One of the favourite arguments of unionists is that the UK is held together by a strong set of uniquely British values. On closer examination, these turn out to be not uniquely British at all. Precisely what these values are is generally left vague, but it seems to include things like democracy, rule of law, fair play, and linking rewards to merit. That there is nothing uniquely British about any of these should be obvious, but somehow seems not to be to many. Worse still is that the claimed values aren’t even adhered to much of the time. Earlier this week, in response to the government’s decision to drastically reduce aid to Yemen, Jeremy Hunt said that "…abandoning a forgotten country and people is inconsistent with our values”. Whilst it’s true that it goes against what he wants us to believe the UK’s values are, it is in fact entirely consistent with the UK’s practiced values. It isn’t the first time that the UK has abandoned a forgotten country and people, as the Kurds, to name just one example, could readily attest. Yesterday, we saw the former president of France sentenced to a term in jail for dishonesty in office - can anyone seriously imagine that happening to the UK's current cabinet, where the rule of law is also supposed to be the norm?
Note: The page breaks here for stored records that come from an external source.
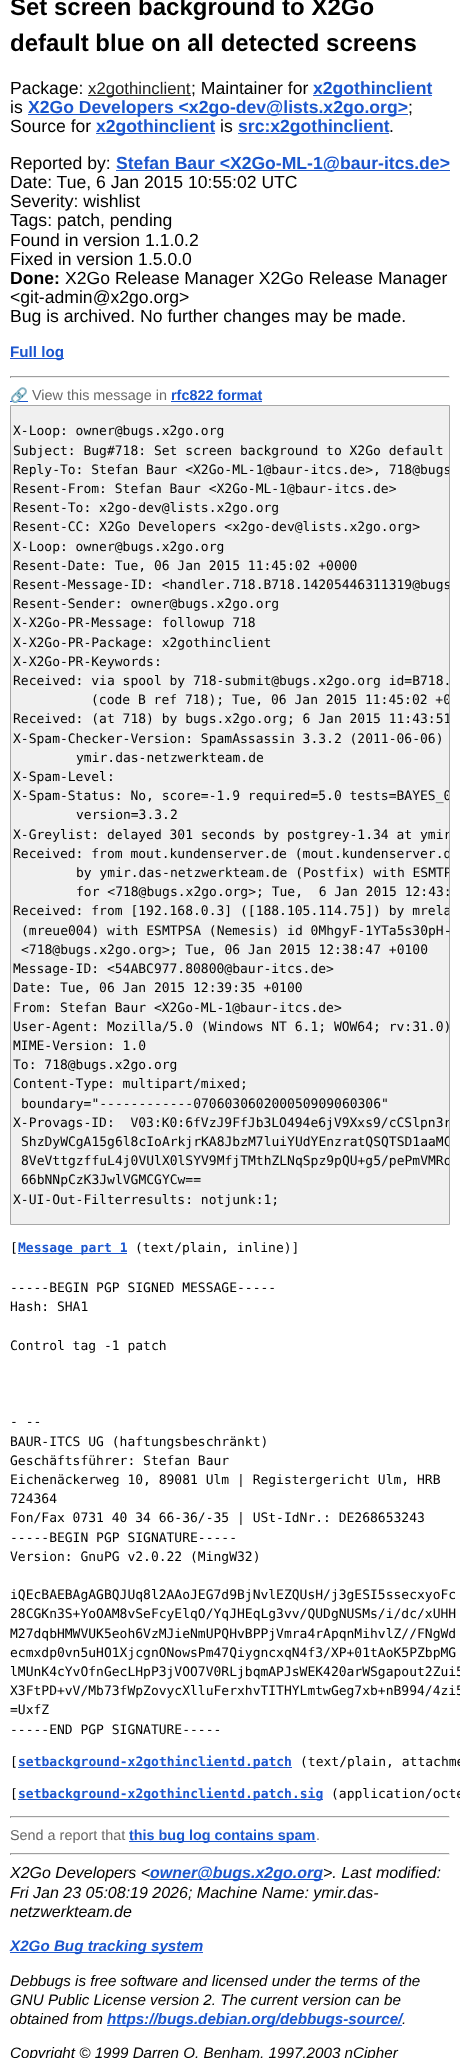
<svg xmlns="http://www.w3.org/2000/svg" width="460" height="2058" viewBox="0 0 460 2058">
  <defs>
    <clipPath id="clip1"><path d="M11 406h438v818H11z"/></clipPath>
  </defs>
  <rect width="100%" height="100%" fill="#fff"/>
  <path d="M88 95h103v1H88z" fill="#242424"/>
  <path d="M313 95h119v1H313z" fill="#1b56ce"/>
  <path d="M28 114h380v1H28z" fill="#1b56ce"/>
  <path d="M96 133h119v1H96z" fill="#1b56ce"/>
  <path d="M238 133h151v1H238z" fill="#1b56ce"/>
  <path d="M116 170h334v1H116z" fill="#1b56ce"/>
  <path d="M10 358h54v1H10z" fill="#1b56ce"/>
  <path d="M10 376h440v1H10z" fill="#9f9f9f"/>
  <path d="M449 376h1v2H449z" fill="#eee"/>
  <path d="M10 377h440v1H10z" fill="#eee"/>
  <path d="M10 376h1v2H10z" fill="#9f9f9f"/>
  <path d="M10 401h18v1H10z" fill="#1b56ce"/>
  <path d="M171 401h91v1H171z" fill="#1b56ce"/>
  <path d="M10.5 405.5h439v819H10.5z" fill="#f0f0f0" stroke="#a7a7a7"/>
  <path d="M18 1253h109v1H18z" fill="#1b56ce"/>
  <path d="M18 1767h274v1H18z" fill="#1b56ce"/>
  <path d="M18 1799h305v1H18z" fill="#1b56ce"/>
  <path d="M10 1816h440v1H10z" fill="#9f9f9f"/>
  <path d="M449 1816h1v2H449z" fill="#eee"/>
  <path d="M10 1817h440v1H10z" fill="#eee"/>
  <path d="M10 1816h1v2H10z" fill="#9f9f9f"/>
  <path d="M129 1841h187v1H129z" fill="#1b56ce"/>
  <path d="M10 1853h440v1H10z" fill="#9f9f9f"/>
  <path d="M449 1853h1v2H449z" fill="#eee"/>
  <path d="M10 1854h440v1H10z" fill="#eee"/>
  <path d="M10 1853h1v2H10z" fill="#9f9f9f"/>
  <path d="M150 1879h173v1H150z" fill="#1b56ce"/>
  <path d="M10 1952h193v1H10z" fill="#1b56ce"/>
  <path d="M107 2025h295v1H107z" fill="#1b56ce"/>
  <g font-family="Liberation Sans" font-size="24" font-weight="bold" fill="#000">
    <text x="10" y="15">Set screen background to X2Go</text>
    <text x="10" y="51">default blue on all detected screens</text>
  </g>
  <text x="10" y="94" font-family="Liberation Sans" font-size="17.6" fill="#000">Package:</text>
  <text x="88" y="94" font-family="Liberation Sans" font-size="16.75" fill="#242424">x2gothinclient</text>
  <text x="191" y="94" font-family="Liberation Sans" font-size="17.6" fill="#000">; Maintainer for</text>
  <text x="313" y="94" font-family="Liberation Sans" font-size="17.6" font-weight="bold" fill="#1b56ce">x2gothinclient</text>
  <text x="10" y="113" font-family="Liberation Sans" font-size="17.6" fill="#000">is</text>
  <text x="28" y="113" font-family="Liberation Sans" font-size="17.6" font-weight="bold" fill="#1b56ce">X2Go Developers &lt;x2go-dev@lists.x2go.org&gt;</text>
  <g font-family="Liberation Sans" font-size="17.6" fill="#000">
    <text x="408" y="113">;</text>
    <text x="10" y="132">Source for</text>
  </g>
  <text x="96" y="132" font-family="Liberation Sans" font-size="17.6" font-weight="bold" fill="#1b56ce">x2gothinclient</text>
  <text x="220" y="132" font-family="Liberation Sans" font-size="17.6" fill="#000">is</text>
  <text x="238" y="132" font-family="Liberation Sans" font-size="17.6" font-weight="bold" fill="#1b56ce">src:x2gothinclient</text>
  <g font-family="Liberation Sans" font-size="17.6" fill="#000">
    <text x="389" y="132">.</text>
    <text x="10" y="169">Reported by:</text>
  </g>
  <text x="116" y="169" font-family="Liberation Sans" font-size="17.6" font-weight="bold" fill="#1b56ce">Stefan Baur &lt;X2Go-ML-1@baur-itcs.de&gt;</text>
  <g font-family="Liberation Sans" font-size="17.6" fill="#000">
    <text x="10" y="188">Date: Tue, 6 Jan 2015 10:55:02 UTC</text>
    <text x="10" y="207">Severity: wishlist</text>
    <text x="10" y="226">Tags: patch, pending</text>
    <text x="10" y="246">Found in version 1.1.0.2</text>
    <text x="10" y="265">Fixed in version 1.5.0.0</text>
  </g>
  <text x="10" y="284" font-family="Liberation Sans" font-size="17.6" font-weight="bold" fill="#000">Done:</text>
  <g font-family="Liberation Sans" font-size="17.6" fill="#000">
    <text x="65" y="284">X2Go Release Manager X2Go Release Manager</text>
    <text x="10" y="303">&lt;git-admin@x2go.org&gt;</text>
    <text x="10" y="322">Bug is archived. No further changes may be made.</text>
  </g>
  <text x="10" y="357" font-family="Liberation Sans" font-size="15.2" font-weight="bold" fill="#1b56ce">Full log</text>
  <text x="10" y="400" font-family="Noto Color Emoji" font-size="14.4" font-weight="bold" fill="#1b56ce">🔗</text>
  <text x="32" y="400" font-family="Liberation Sans" font-size="14.4" fill="#686868">View this message in</text>
  <text x="171" y="400" font-family="Liberation Sans" font-size="14.4" font-weight="bold" fill="#1b56ce">rfc822 format</text>
  <g font-family="DejaVu Sans Mono" font-size="13" fill="#000">
    <text x="13" y="435">X-Loop: owner@bugs.x2go.org</text>
    <text x="13" y="455">Subject: Bug#718: Set screen background to X2Go default</text>
  </g>
  <g clip-path="url(#clip1)">
    <text x="13" y="474" font-family="DejaVu Sans Mono" font-size="13" fill="#000">Reply-To: Stefan Baur &lt;X2Go-ML-1@baur-itcs.de&gt;, 718@bugs</text>
  </g>
  <g font-family="DejaVu Sans Mono" font-size="13" fill="#000">
    <text x="13" y="493">Resent-From: Stefan Baur &lt;X2Go-ML-1@baur-itcs.de&gt;</text>
    <text x="13" y="512">Resent-To: x2go-dev@lists.x2go.org</text>
    <text x="13" y="531">Resent-CC: X2Go Developers &lt;x2go-dev@lists.x2go.org&gt;</text>
    <text x="13" y="551">X-Loop: owner@bugs.x2go.org</text>
    <text x="13" y="570">Resent-Date: Tue, 06 Jan 2015 11:45:02 +0000</text>
  </g>
  <g clip-path="url(#clip1)">
    <text x="13" y="589" font-family="DejaVu Sans Mono" font-size="13" fill="#000">Resent-Message-ID: &lt;handler.718.B718.14205446311319@bugs</text>
  </g>
  <g font-family="DejaVu Sans Mono" font-size="13" fill="#000">
    <text x="13" y="608">Resent-Sender: owner@bugs.x2go.org</text>
    <text x="13" y="627">X-X2Go-PR-Message: followup 718</text>
    <text x="13" y="647">X-X2Go-PR-Package: x2gothinclient</text>
    <text x="13" y="666">X-X2Go-PR-Keywords:</text>
    <text x="13" y="685">Received: via spool by 718-submit@bugs.x2go.org id=B718.</text>
  </g>
  <g clip-path="url(#clip1)">
    <g font-family="DejaVu Sans Mono" font-size="13" fill="#000">
      <text x="91" y="704">(code B ref 718); Tue, 06 Jan 2015 11:45:02 +0</text>
      <text x="13" y="723">Received: (at 718) by bugs.x2go.org; 6 Jan 2015 11:43:51</text>
    </g>
  </g>
  <g font-family="DejaVu Sans Mono" font-size="13" fill="#000">
    <text x="13" y="743">X-Spam-Checker-Version: SpamAssassin 3.3.2 (2011-06-06)</text>
    <text x="76" y="762">ymir.das-netzwerkteam.de</text>
    <text x="13" y="781">X-Spam-Level:</text>
  </g>
  <g clip-path="url(#clip1)">
    <text x="13" y="800" font-family="DejaVu Sans Mono" font-size="13" fill="#000">X-Spam-Status: No, score=-1.9 required=5.0 tests=BAYES_0</text>
  </g>
  <text x="76" y="819" font-family="DejaVu Sans Mono" font-size="13" fill="#000">version=3.3.2</text>
  <g clip-path="url(#clip1)">
    <g font-family="DejaVu Sans Mono" font-size="13" fill="#000">
      <text x="13" y="839">X-Greylist: delayed 301 seconds by postgrey-1.34 at ymir</text>
      <text x="13" y="858">Received: from mout.kundenserver.de (mout.kundenserver.d</text>
      <text x="76" y="877">by ymir.das-netzwerkteam.de (Postfix) with ESMTP</text>
    </g>
  </g>
  <text x="76" y="896" font-family="DejaVu Sans Mono" font-size="13" fill="#000" xml:space="preserve">for &lt;718@bugs.x2go.org&gt;; Tue,  6 Jan 2015 12:43:</text>
  <g clip-path="url(#clip1)">
    <text x="13" y="915" font-family="DejaVu Sans Mono" font-size="13" fill="#000">Received: from [192.168.0.3] ([188.105.114.75]) by mrela</text>
  </g>
  <g font-family="DejaVu Sans Mono" font-size="13" fill="#000">
    <text x="21" y="935">(mreue004) with ESMTPSA (Nemesis) id 0MhgyF-1YTa5s30pH-</text>
    <text x="21" y="954">&lt;718@bugs.x2go.org&gt;; Tue, 06 Jan 2015 12:38:47 +0100</text>
    <text x="13" y="973">Message-ID: &lt;54ABC977.80800@baur-itcs.de&gt;</text>
    <text x="13" y="992">Date: Tue, 06 Jan 2015 12:39:35 +0100</text>
    <text x="13" y="1012">From: Stefan Baur &lt;X2Go-ML-1@baur-itcs.de&gt;</text>
    <text x="13" y="1031">User-Agent: Mozilla/5.0 (Windows NT 6.1; WOW64; rv:31.0)</text>
    <text x="13" y="1050">MIME-Version: 1.0</text>
    <text x="13" y="1069">To: 718@bugs.x2go.org</text>
    <text x="13" y="1088">Content-Type: multipart/mixed;</text>
    <text x="21" y="1108">boundary="------------070603060200050909060306"</text>
  </g>
  <g clip-path="url(#clip1)">
    <g font-family="DejaVu Sans Mono" font-size="13" fill="#000">
      <text x="13" y="1127" xml:space="preserve">X-Provags-ID:  V03:K0:6fVzJ9FfJb3LO494e6jV9Xxs9/cCSlpn3r</text>
      <text x="21" y="1146">ShzDyWCgA15g6l8cIoArkjrKA8JbzM7luiYUdYEnzratQSQTSD1aaMC</text>
      <text x="21" y="1165">8VeVttgzffuL4j0VUlX0lSYV9MfjTMthZLNqSpz9pQU+g5/pePmVMRo</text>
    </g>
  </g>
  <g font-family="DejaVu Sans Mono" font-size="13" fill="#000">
    <text x="21" y="1184">66bNNpCzK3JwlVGMCGYCw==</text>
    <text x="13" y="1204">X-UI-Out-Filterresults: notjunk:1;</text>
    <text x="10" y="1252">[</text>
  </g>
  <text x="18" y="1252" font-family="DejaVu Sans Mono" font-size="13" font-weight="bold" fill="#1b56ce">Message part 1</text>
  <g font-family="DejaVu Sans Mono" font-size="13" fill="#000">
    <text x="135" y="1252">(text/plain, inline)]</text>
    <text x="10" y="1292">-----BEGIN PGP SIGNED MESSAGE-----</text>
    <text x="10" y="1311">Hash: SHA1</text>
    <text x="10" y="1350">Control tag -1 patch</text>
    <text x="10" y="1426">- --</text>
    <text x="10" y="1446">BAUR-ITCS UG (haftungsbeschränkt)</text>
    <text x="10" y="1465">Geschäftsführer: Stefan Baur</text>
    <text x="10" y="1484">Eichenäckerweg 10, 89081 Ulm | Registergericht Ulm, HRB</text>
    <text x="10" y="1503">724364</text>
    <text x="10" y="1522">Fon/Fax 0731 40 34 66-36/-35 | USt-IdNr.: DE268653243</text>
    <text x="10" y="1542">-----BEGIN PGP SIGNATURE-----</text>
    <text x="10" y="1561">Version: GnuPG v2.0.22 (MingW32)</text>
    <text x="10" y="1599">iQEcBAEBAgAGBQJUq8l2AAoJEG7d9BjNvlEZQUsH/j3gESI5ssecxyoFc</text>
    <text x="10" y="1618">28CGKn3S+YoOAM8vSeFcyElqO/YqJHEqLg3vv/QUDgNUSMs/i/dc/xUHH</text>
    <text x="10" y="1638">M27dqbHMWVUK5eoh6VzMJieNmUPQHvBPPjVmra4rApqnMihvlZ//FNgWd</text>
    <text x="10" y="1657">ecmxdp0vn5uHO1XjcgnONowsPm47QiygncxqN4f3/XP+01tAoK5PZbpMG</text>
    <text x="10" y="1676">lMUnK4cYvOfnGecLHpP3jVOO7V0RLjbqmAPJsWEK420arWSgapout2Zui5</text>
    <text x="10" y="1695">X3FtPD+vV/Mb73fWpZovycXlluFerxhvTITHYLmtwGeg7xb+nB994/4zi5</text>
    <text x="10" y="1714">=UxfZ</text>
    <text x="10" y="1734">-----END PGP SIGNATURE-----</text>
    <text x="10" y="1766">[</text>
  </g>
  <text x="18" y="1766" font-family="DejaVu Sans Mono" font-size="13" font-weight="bold" fill="#1b56ce">setbackground-x2gothinclientd.patch</text>
  <g font-family="DejaVu Sans Mono" font-size="13" fill="#000">
    <text x="300" y="1766">(text/plain, attachme</text>
    <text x="10" y="1798">[</text>
  </g>
  <text x="18" y="1798" font-family="DejaVu Sans Mono" font-size="13" font-weight="bold" fill="#1b56ce">setbackground-x2gothinclientd.patch.sig</text>
  <text x="331" y="1798" font-family="DejaVu Sans Mono" font-size="13" fill="#000">(application/octe</text>
  <text x="10" y="1840" font-family="Liberation Sans" font-size="14.4" fill="#686868">Send a report that</text>
  <text x="129" y="1840" font-family="Liberation Sans" font-size="14.4" font-weight="bold" fill="#1b56ce">this bug log contains spam</text>
  <text x="316" y="1840" font-family="Liberation Sans" font-size="14.4" fill="#686868">.</text>
  <text x="10" y="1878" font-family="Liberation Sans" font-size="16" font-style="italic" fill="#000">X2Go Developers &lt;</text>
  <text x="150" y="1878" font-family="Liberation Sans" font-size="16" font-weight="bold" font-style="italic" fill="#1b56ce">owner@bugs.x2go.org</text>
  <g font-family="Liberation Sans" font-size="16" font-style="italic" fill="#000">
    <text x="323" y="1878">&gt;. Last modified:</text>
    <text x="10" y="1898">Fri Jan 23 05:08:19 2026; Machine Name: ymir.das-</text>
    <text x="10" y="1917">netzwerkteam.de</text>
  </g>
  <text x="10" y="1951" font-family="Liberation Sans" font-size="15.2" font-weight="bold" font-style="italic" fill="#1b56ce">X2Go Bug tracking system</text>
  <g font-family="Liberation Sans" font-size="15.2" font-style="italic" fill="#000">
    <text x="10" y="1986">Debbugs is free software and licensed under the terms of the</text>
    <text x="10" y="2005">GNU Public License version 2. The current version can be</text>
    <text x="10" y="2024">obtained from</text>
  </g>
  <text x="107" y="2024" font-family="Liberation Sans" font-size="15.2" font-weight="bold" font-style="italic" fill="#1b56ce">https://bugs.debian.org/debbugs-source/</text>
  <g font-family="Liberation Sans" font-size="15.2" font-style="italic" fill="#000">
    <text x="402" y="2024">.</text>
    <text x="10" y="2058">Copyright © 1999 Darren O. Benham, 1997,2003 nCipher</text>
  </g>
</svg>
It isn’t just in the field of foreign policy that the UK’s stated values and its displayed values are at odds.  We know that the majority of the UK’s lawmakers are unelected and hold their positions by dint of government appointment, heredity, or high office in one particular English Christian denomination. We have a compulsive and inveterate liar at the head of the UK government, and ministers who breach the law with impunity. Bullying is acceptable, and awarding jobs and contracts to individuals and companies with no open procurement process has become almost the norm. Inequality is significant and growing. More resources are devoted to tackling benefit fraud than tax avoidance and evasion, although it is the latter which has the greater cost.
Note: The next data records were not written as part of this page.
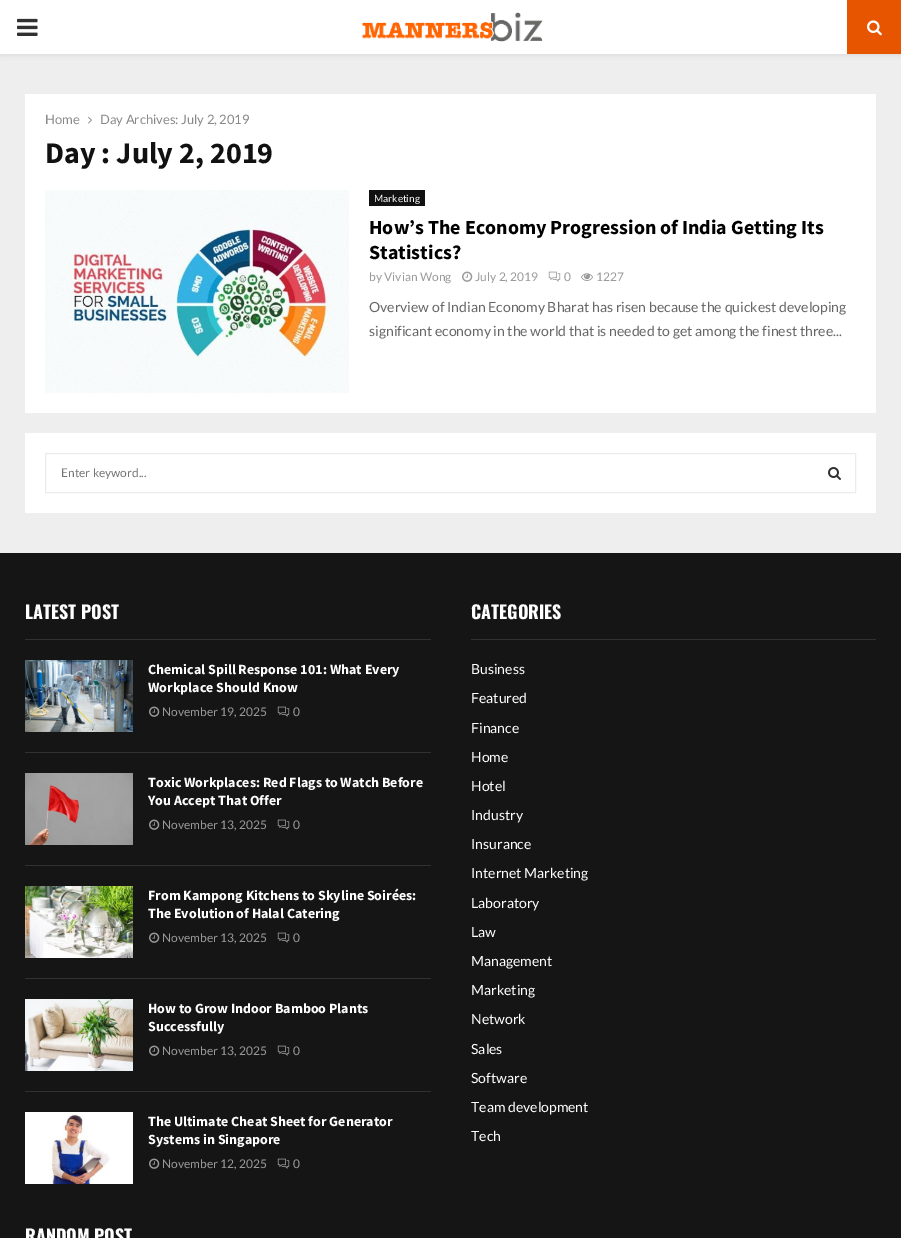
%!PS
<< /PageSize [901 1238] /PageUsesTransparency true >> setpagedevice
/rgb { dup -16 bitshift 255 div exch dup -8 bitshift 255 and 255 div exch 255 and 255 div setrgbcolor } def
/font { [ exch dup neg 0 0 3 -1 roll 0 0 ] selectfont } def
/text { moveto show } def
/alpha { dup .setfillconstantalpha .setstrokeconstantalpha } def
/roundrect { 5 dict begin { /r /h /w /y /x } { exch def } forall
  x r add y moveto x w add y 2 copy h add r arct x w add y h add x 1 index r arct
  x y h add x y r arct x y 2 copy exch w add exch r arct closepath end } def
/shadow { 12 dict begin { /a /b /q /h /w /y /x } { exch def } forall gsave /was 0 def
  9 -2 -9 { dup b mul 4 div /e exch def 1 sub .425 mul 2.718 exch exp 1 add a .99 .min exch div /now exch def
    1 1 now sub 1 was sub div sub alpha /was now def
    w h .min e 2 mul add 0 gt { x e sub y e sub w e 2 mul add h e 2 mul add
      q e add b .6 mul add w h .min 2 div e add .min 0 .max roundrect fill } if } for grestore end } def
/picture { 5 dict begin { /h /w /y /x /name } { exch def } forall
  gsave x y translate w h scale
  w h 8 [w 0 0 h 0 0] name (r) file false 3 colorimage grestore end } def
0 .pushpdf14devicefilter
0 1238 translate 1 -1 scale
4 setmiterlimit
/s1 { /Lato-Regular 13 font 16#888888 rgb } def
/s2 { /SourceSansPro-Bold 30 font 16#111111 rgb } def
/s3 { /Lato-Regular 10 font 16#FFFFFF rgb } def
/s4 { /SourceSansPro-Bold 20 font 16#000000 rgb } def
/s5 { /Lato-Regular 12 font 16#999999 rgb } def
/s6 { /Lato-Regular 14 font 16#666666 rgb } def
/s7 { /Lato-Regular 12 font 16#757575 rgb } def
/s8 { /Oswald-Bold 18 font 16#FFFFFF rgb } def
/s9 { /SourceSansPro-Bold 14 font 16#FFFFFF rgb } def
/s10 { /Lato-Regular 14 font 16#FFFFFF rgb } def
16#EEEEEE rgb
0 0 901 1238 rectfill
16#BEBEBE rgb
0 1 901 54 0 2.5 0.46 shadow
16#FFFFFF rgb
0 0 847 54 rectfill
(pic1.raw) 17 18 21 18 picture
(pic2.raw) 361 12 182 30 picture
16#E85500 rgb
847 0 54 54 rectfill
(pic3.raw) 867 20 15 16 picture
16#FFFFFF rgb
25 94 851 319 rectfill
s1
(Home) 45 124 text
(pic4.raw) 88 116 4 8 picture
(Day Archives: July 2, 2019) 100 124 text
s2
(Day : July 2, 2019) 45 163 text
(pic5.raw) 45 190 304 203 picture
369 190 56 16 rectfill
s3
(Marketing) 374 202 text
s4
(How’s The Economy Progression of India Getting Its) 369 234 text
(Statistics?) 369 259 text
s5
(by Vivian Wong) 369 281 text
(pic6.raw) 462 271 11 11 picture
(July 2, 2019) 475 281 text
(pic7.raw) 548 271 13 11 picture
(0) 564 281 text
(pic8.raw) 581 273 12 8 picture
(1227) 596 281 text
s6
(Overview of Indian Economy Bharat has risen because the quickest developing) 369 312 text
(significant economy in the world that is needed to get among the finest three...) 369 336 text
16#FFFFFF rgb
25 433 851 80 rectfill
16#ECECEC rgb
45.5 453.5 810 39 rectstroke
s7
(Enter keyword...) 61 477 text
(pic9.raw) 828 467 13 13 picture
16#151515 rgb
0 553 901 685 rectfill
16#313131 rgb
25 639 406 1 rectfill
s8
(LATEST POST) 25 619 text
16#313131 rgb
25 752 406 1 rectfill
(pic10.raw) 25 660 108 72 picture
s9
(Chemical Spill Response 101: What Every) 148 674 text
(Workplace Should Know) 148 692 text
(pic11.raw) 149 706 11 11 picture
s5
(November 19, 2025) 162 716 text
(pic12.raw) 277 706 13 11 picture
(0) 293 716 text
16#313131 rgb
25 865 406 1 rectfill
(pic13.raw) 25 773 108 72 picture
s9
(Toxic Workplaces: Red Flags to Watch Before) 148 787 text
(You Accept That Offer) 148 805 text
(pic11.raw) 149 819 11 11 picture
s5
(November 13, 2025) 162 829 text
(pic12.raw) 277 819 13 11 picture
(0) 293 829 text
16#313131 rgb
25 978 406 1 rectfill
(pic14.raw) 25 886 108 72 picture
s9
(From Kampong Kitchens to Skyline Soirées:) 148 900 text
(The Evolution of Halal Catering) 148 918 text
(pic11.raw) 149 932 11 11 picture
s5
(November 13, 2025) 162 942 text
(pic12.raw) 277 932 13 11 picture
(0) 293 942 text
16#313131 rgb
25 1091 406 1 rectfill
(pic15.raw) 25 999 108 72 picture
s9
(How to Grow Indoor Bamboo Plants) 148 1013 text
(Successfully) 148 1031 text
(pic11.raw) 149 1045 11 11 picture
s5
(November 13, 2025) 162 1055 text
(pic12.raw) 277 1045 13 11 picture
(0) 293 1055 text
(pic16.raw) 25 1112 108 72 picture
s9
(The Ultimate Cheat Sheet for Generator) 148 1126 text
(Systems in Singapore) 148 1144 text
(pic11.raw) 149 1158 11 11 picture
s5
(November 12, 2025) 162 1168 text
(pic12.raw) 277 1158 13 11 picture
(0) 293 1168 text
16#313131 rgb
471 639 405 1 rectfill
s8
(CATEGORIES) 471 619 text
s10
(Business) 471 674 text
(Featured) 471 703 text
(Finance) 471 733 text
(Home) 471 762 text
(Hotel) 471 791 text
(Industry) 471 820 text
(Insurance) 471 849 text
(Internet Marketing) 471 878 text
(Laboratory) 471 908 text
(Law) 471 937 text
(Management) 471 966 text
(Marketing) 471 995 text
(Network) 471 1024 text
(Sales) 471 1054 text
(Software) 471 1083 text
(Team development) 471 1112 text
(Tech) 471 1141 text
s8
(RANDOM POST) 25 1243 text
.poppdf14devicefilter showpage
An objective observer would rapidly conclude that the following are closer to being key British values than those generally claimed:

·        Autocracy is better than democracy.

·        Lies are worth more than honesty and truthfulness.

·        Poverty is the fault of the poor themselves, but those who already have plenty should receive more whether they work for it or not. And money made through speculation against the interests of the majority of citizens is the most highly-prized of all.

·        Inequality is a good thing, and the more unequal people are the better.

·        Obeying the law is optional for governments and the privileged, and not paying taxes is acceptable as long as you’re rich. Donating lots of money to the governing party can help with both of these.

·        Foreigners are to be looked down on and kept out.

·        Awarding jobs and contracts to friends is easier than assessing merit.

·        Britain is superior to all other countries in all respects, and others should know their place.

In fairness, most of the above list (apart from the last) aren’t actually uniquely British either, but the combination does more to define the 21st Century UK than the pretend values so often mouthed by its leaders. If I were looking for a strong argument for the union which would appeal to those currently inclined to support independence, I wouldn't try and base it on some vague reference to abstract and theoretical 'British' values which aren’t even the ones by which the country lives.